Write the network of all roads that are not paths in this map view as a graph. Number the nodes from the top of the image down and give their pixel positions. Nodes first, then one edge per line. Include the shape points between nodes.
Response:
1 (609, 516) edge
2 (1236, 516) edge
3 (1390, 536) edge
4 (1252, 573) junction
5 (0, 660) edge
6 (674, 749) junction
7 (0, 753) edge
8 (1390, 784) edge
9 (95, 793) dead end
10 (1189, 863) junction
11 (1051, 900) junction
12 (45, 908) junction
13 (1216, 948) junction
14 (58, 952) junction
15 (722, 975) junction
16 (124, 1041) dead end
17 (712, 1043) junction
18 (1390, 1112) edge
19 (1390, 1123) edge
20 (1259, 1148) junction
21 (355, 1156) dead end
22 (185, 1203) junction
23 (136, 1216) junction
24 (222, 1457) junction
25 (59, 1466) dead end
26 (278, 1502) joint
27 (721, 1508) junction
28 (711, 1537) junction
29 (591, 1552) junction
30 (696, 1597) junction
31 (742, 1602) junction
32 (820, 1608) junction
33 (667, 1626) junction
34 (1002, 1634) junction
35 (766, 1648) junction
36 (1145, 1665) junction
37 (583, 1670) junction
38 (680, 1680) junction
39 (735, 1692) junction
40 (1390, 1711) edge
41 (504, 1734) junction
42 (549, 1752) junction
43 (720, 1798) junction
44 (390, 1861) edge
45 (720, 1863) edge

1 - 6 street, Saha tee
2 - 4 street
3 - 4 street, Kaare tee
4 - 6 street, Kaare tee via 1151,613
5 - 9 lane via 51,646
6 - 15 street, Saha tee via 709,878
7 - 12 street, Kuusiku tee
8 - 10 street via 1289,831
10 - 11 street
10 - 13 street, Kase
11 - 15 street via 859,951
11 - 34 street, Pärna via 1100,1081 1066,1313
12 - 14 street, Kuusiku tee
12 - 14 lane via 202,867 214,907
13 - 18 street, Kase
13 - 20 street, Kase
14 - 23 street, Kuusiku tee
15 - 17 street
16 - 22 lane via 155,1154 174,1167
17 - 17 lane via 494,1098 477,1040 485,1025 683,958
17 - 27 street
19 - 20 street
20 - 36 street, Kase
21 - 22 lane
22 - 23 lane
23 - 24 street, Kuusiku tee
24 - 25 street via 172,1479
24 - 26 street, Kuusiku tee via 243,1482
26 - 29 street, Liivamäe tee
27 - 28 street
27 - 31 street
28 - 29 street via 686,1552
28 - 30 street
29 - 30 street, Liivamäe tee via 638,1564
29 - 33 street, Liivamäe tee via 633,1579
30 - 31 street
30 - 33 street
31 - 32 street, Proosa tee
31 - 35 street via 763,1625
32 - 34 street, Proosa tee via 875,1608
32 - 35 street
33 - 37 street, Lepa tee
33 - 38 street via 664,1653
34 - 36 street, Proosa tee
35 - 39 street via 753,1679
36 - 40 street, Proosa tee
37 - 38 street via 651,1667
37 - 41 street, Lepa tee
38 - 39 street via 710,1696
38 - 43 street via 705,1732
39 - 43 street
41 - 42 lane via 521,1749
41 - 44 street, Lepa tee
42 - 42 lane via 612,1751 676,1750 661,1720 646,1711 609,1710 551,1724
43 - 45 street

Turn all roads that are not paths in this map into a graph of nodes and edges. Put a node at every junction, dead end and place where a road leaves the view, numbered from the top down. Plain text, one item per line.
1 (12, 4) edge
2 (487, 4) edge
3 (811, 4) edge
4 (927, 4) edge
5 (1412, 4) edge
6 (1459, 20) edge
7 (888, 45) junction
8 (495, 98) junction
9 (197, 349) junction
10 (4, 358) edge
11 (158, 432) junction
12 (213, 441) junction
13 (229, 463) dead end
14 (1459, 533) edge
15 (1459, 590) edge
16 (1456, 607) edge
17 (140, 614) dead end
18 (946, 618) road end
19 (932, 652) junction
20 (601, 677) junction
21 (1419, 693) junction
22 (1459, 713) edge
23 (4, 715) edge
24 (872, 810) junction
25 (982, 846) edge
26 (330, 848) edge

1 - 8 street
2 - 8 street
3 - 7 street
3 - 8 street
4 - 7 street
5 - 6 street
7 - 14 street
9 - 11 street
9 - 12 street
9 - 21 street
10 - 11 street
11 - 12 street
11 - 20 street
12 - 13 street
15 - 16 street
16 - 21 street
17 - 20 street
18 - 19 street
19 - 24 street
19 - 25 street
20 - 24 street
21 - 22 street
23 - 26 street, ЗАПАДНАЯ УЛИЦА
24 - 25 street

* * * * * * *

Only a number is expected here: the count of lines with the string "Liivamäe" in the material above.

• _Exercise solution_
3